_PROMPT:_
Could you retype every entry below exactly as written?

Start of EXTRACTED ENTRIES

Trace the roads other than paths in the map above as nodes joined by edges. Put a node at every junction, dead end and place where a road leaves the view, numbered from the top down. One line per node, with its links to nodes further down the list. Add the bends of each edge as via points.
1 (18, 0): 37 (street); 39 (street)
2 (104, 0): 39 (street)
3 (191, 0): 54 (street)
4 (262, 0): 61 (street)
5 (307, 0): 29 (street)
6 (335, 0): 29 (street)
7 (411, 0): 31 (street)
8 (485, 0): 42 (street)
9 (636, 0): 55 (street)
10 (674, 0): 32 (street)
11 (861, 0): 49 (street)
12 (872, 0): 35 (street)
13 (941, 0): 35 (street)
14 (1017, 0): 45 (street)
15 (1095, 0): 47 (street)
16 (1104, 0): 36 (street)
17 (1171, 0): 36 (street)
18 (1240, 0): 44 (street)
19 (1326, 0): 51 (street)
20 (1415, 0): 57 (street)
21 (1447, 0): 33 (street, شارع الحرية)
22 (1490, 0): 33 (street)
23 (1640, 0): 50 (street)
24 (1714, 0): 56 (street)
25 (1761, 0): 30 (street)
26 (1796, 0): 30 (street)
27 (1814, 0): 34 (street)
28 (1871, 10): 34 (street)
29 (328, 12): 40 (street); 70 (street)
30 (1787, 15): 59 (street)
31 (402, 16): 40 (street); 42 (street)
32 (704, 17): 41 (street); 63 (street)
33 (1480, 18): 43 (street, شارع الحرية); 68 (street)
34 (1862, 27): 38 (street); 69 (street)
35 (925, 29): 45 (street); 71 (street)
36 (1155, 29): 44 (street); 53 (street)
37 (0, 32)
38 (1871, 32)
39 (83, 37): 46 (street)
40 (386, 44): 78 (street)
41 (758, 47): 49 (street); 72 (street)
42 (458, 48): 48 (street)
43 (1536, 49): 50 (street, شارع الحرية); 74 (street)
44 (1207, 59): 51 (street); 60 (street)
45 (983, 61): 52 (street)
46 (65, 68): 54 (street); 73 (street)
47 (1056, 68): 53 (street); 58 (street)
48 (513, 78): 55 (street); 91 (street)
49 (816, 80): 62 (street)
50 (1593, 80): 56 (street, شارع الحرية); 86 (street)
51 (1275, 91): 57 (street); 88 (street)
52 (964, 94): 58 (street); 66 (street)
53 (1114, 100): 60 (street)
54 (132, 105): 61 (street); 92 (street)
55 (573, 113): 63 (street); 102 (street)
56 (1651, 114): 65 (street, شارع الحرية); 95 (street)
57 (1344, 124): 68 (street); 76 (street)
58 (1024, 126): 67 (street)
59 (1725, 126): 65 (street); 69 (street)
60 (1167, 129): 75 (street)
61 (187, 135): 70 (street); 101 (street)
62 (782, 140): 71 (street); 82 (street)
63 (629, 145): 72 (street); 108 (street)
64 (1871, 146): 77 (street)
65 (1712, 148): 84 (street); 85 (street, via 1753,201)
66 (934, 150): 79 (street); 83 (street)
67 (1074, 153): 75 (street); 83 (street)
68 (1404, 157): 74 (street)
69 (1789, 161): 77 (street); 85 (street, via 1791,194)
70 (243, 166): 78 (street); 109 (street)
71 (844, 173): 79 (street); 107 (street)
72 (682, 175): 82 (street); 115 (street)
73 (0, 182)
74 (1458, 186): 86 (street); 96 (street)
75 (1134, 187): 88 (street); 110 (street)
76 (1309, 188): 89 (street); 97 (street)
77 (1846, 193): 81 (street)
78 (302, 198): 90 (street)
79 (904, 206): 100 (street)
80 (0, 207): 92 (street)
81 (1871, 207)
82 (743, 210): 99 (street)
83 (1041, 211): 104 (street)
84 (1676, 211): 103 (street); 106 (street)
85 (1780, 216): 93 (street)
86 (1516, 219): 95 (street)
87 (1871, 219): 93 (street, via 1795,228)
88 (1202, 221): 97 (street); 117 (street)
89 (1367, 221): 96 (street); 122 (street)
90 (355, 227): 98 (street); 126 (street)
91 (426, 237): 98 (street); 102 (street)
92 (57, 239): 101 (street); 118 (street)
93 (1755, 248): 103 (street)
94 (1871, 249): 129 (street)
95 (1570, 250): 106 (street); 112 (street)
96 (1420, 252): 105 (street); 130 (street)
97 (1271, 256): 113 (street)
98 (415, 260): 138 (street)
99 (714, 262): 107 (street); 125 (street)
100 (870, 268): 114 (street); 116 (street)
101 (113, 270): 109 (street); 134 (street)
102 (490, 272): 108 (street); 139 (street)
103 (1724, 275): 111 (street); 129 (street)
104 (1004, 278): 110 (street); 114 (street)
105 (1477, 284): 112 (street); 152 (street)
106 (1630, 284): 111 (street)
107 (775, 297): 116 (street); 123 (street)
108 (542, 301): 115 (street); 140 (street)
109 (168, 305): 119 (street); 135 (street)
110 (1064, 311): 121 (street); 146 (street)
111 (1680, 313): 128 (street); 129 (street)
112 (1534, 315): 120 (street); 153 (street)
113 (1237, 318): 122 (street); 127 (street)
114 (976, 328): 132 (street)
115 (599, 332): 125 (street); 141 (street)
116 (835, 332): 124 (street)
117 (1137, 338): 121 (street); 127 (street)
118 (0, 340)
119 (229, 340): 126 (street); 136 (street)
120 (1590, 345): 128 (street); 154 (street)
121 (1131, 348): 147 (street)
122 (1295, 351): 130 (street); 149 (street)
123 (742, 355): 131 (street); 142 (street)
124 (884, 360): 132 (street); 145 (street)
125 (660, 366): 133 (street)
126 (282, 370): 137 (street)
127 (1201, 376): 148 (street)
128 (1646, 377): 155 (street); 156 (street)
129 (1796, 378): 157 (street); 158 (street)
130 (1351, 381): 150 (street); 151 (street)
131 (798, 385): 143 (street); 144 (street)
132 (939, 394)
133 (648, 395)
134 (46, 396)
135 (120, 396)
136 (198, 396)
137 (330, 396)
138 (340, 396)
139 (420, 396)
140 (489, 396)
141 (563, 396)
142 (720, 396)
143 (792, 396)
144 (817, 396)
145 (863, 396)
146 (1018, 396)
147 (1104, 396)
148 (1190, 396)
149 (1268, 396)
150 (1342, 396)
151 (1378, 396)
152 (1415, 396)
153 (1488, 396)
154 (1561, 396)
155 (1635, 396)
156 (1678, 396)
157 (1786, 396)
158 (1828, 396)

End of EXTRACTED ENTRIES

_EXPECTED OUTPUT:_
Trace the roads other than paths in the map above as nodes joined by edges. Put a node at every junction, dead end and place where a road leaves the view, numbered from the top down. One line per node, with its links to nodes further down the list. Add the bends of each edge as via points.
1 (18, 0): 37 (street); 39 (street)
2 (104, 0): 39 (street)
3 (191, 0): 54 (street)
4 (262, 0): 61 (street)
5 (307, 0): 29 (street)
6 (335, 0): 29 (street)
7 (411, 0): 31 (street)
8 (485, 0): 42 (street)
9 (636, 0): 55 (street)
10 (674, 0): 32 (street)
11 (861, 0): 49 (street)
12 (872, 0): 35 (street)
13 (941, 0): 35 (street)
14 (1017, 0): 45 (street)
15 (1095, 0): 47 (street)
16 (1104, 0): 36 (street)
17 (1171, 0): 36 (street)
18 (1240, 0): 44 (street)
19 (1326, 0): 51 (street)
20 (1415, 0): 57 (street)
21 (1447, 0): 33 (street, شارع الحرية)
22 (1490, 0): 33 (street)
23 (1640, 0): 50 (street)
24 (1714, 0): 56 (street)
25 (1761, 0): 30 (street)
26 (1796, 0): 30 (street)
27 (1814, 0): 34 (street)
28 (1871, 10): 34 (street)
29 (328, 12): 40 (street); 70 (street)
30 (1787, 15): 59 (street)
31 (402, 16): 40 (street); 42 (street)
32 (704, 17): 41 (street); 63 (street)
33 (1480, 18): 43 (street, شارع الحرية); 68 (street)
34 (1862, 27): 38 (street); 69 (street)
35 (925, 29): 45 (street); 71 (street)
36 (1155, 29): 44 (street); 53 (street)
37 (0, 32)
38 (1871, 32)
39 (83, 37): 46 (street)
40 (386, 44): 78 (street)
41 (758, 47): 49 (street); 72 (street)
42 (458, 48): 48 (street)
43 (1536, 49): 50 (street, شارع الحرية); 74 (street)
44 (1207, 59): 51 (street); 60 (street)
45 (983, 61): 52 (street)
46 (65, 68): 54 (street); 73 (street)
47 (1056, 68): 53 (street); 58 (street)
48 (513, 78): 55 (street); 91 (street)
49 (816, 80): 62 (street)
50 (1593, 80): 56 (street, شارع الحرية); 86 (street)
51 (1275, 91): 57 (street); 88 (street)
52 (964, 94): 58 (street); 66 (street)
53 (1114, 100): 60 (street)
54 (132, 105): 61 (street); 92 (street)
55 (573, 113): 63 (street); 102 (street)
56 (1651, 114): 65 (street, شارع الحرية); 95 (street)
57 (1344, 124): 68 (street); 76 (street)
58 (1024, 126): 67 (street)
59 (1725, 126): 65 (street); 69 (street)
60 (1167, 129): 75 (street)
61 (187, 135): 70 (street); 101 (street)
62 (782, 140): 71 (street); 82 (street)
63 (629, 145): 72 (street); 108 (street)
64 (1871, 146): 77 (street)
65 (1712, 148): 84 (street); 85 (street, via 1753,201)
66 (934, 150): 79 (street); 83 (street)
67 (1074, 153): 75 (street); 83 (street)
68 (1404, 157): 74 (street)
69 (1789, 161): 77 (street); 85 (street, via 1791,194)
70 (243, 166): 78 (street); 109 (street)
71 (844, 173): 79 (street); 107 (street)
72 (682, 175): 82 (street); 115 (street)
73 (0, 182)
74 (1458, 186): 86 (street); 96 (street)
75 (1134, 187): 88 (street); 110 (street)
76 (1309, 188): 89 (street); 97 (street)
77 (1846, 193): 81 (street)
78 (302, 198): 90 (street)
79 (904, 206): 100 (street)
80 (0, 207): 92 (street)
81 (1871, 207)
82 (743, 210): 99 (street)
83 (1041, 211): 104 (street)
84 (1676, 211): 103 (street); 106 (street)
85 (1780, 216): 93 (street)
86 (1516, 219): 95 (street)
87 (1871, 219): 93 (street, via 1795,228)
88 (1202, 221): 97 (street); 117 (street)
89 (1367, 221): 96 (street); 122 (street)
90 (355, 227): 98 (street); 126 (street)
91 (426, 237): 98 (street); 102 (street)
92 (57, 239): 101 (street); 118 (street)
93 (1755, 248): 103 (street)
94 (1871, 249): 129 (street)
95 (1570, 250): 106 (street); 112 (street)
96 (1420, 252): 105 (street); 130 (street)
97 (1271, 256): 113 (street)
98 (415, 260): 138 (street)
99 (714, 262): 107 (street); 125 (street)
100 (870, 268): 114 (street); 116 (street)
101 (113, 270): 109 (street); 134 (street)
102 (490, 272): 108 (street); 139 (street)
103 (1724, 275): 111 (street); 129 (street)
104 (1004, 278): 110 (street); 114 (street)
105 (1477, 284): 112 (street); 152 (street)
106 (1630, 284): 111 (street)
107 (775, 297): 116 (street); 123 (street)
108 (542, 301): 115 (street); 140 (street)
109 (168, 305): 119 (street); 135 (street)
110 (1064, 311): 121 (street); 146 (street)
111 (1680, 313): 128 (street); 129 (street)
112 (1534, 315): 120 (street); 153 (street)
113 (1237, 318): 122 (street); 127 (street)
114 (976, 328): 132 (street)
115 (599, 332): 125 (street); 141 (street)
116 (835, 332): 124 (street)
117 (1137, 338): 121 (street); 127 (street)
118 (0, 340)
119 (229, 340): 126 (street); 136 (street)
120 (1590, 345): 128 (street); 154 (street)
121 (1131, 348): 147 (street)
122 (1295, 351): 130 (street); 149 (street)
123 (742, 355): 131 (street); 142 (street)
124 (884, 360): 132 (street); 145 (street)
125 (660, 366): 133 (street)
126 (282, 370): 137 (street)
127 (1201, 376): 148 (street)
128 (1646, 377): 155 (street); 156 (street)
129 (1796, 378): 157 (street); 158 (street)
130 (1351, 381): 150 (street); 151 (street)
131 (798, 385): 143 (street); 144 (street)
132 (939, 394)
133 (648, 395)
134 (46, 396)
135 (120, 396)
136 (198, 396)
137 (330, 396)
138 (340, 396)
139 (420, 396)
140 (489, 396)
141 (563, 396)
142 (720, 396)
143 (792, 396)
144 (817, 396)
145 (863, 396)
146 (1018, 396)
147 (1104, 396)
148 (1190, 396)
149 (1268, 396)
150 (1342, 396)
151 (1378, 396)
152 (1415, 396)
153 (1488, 396)
154 (1561, 396)
155 (1635, 396)
156 (1678, 396)
157 (1786, 396)
158 (1828, 396)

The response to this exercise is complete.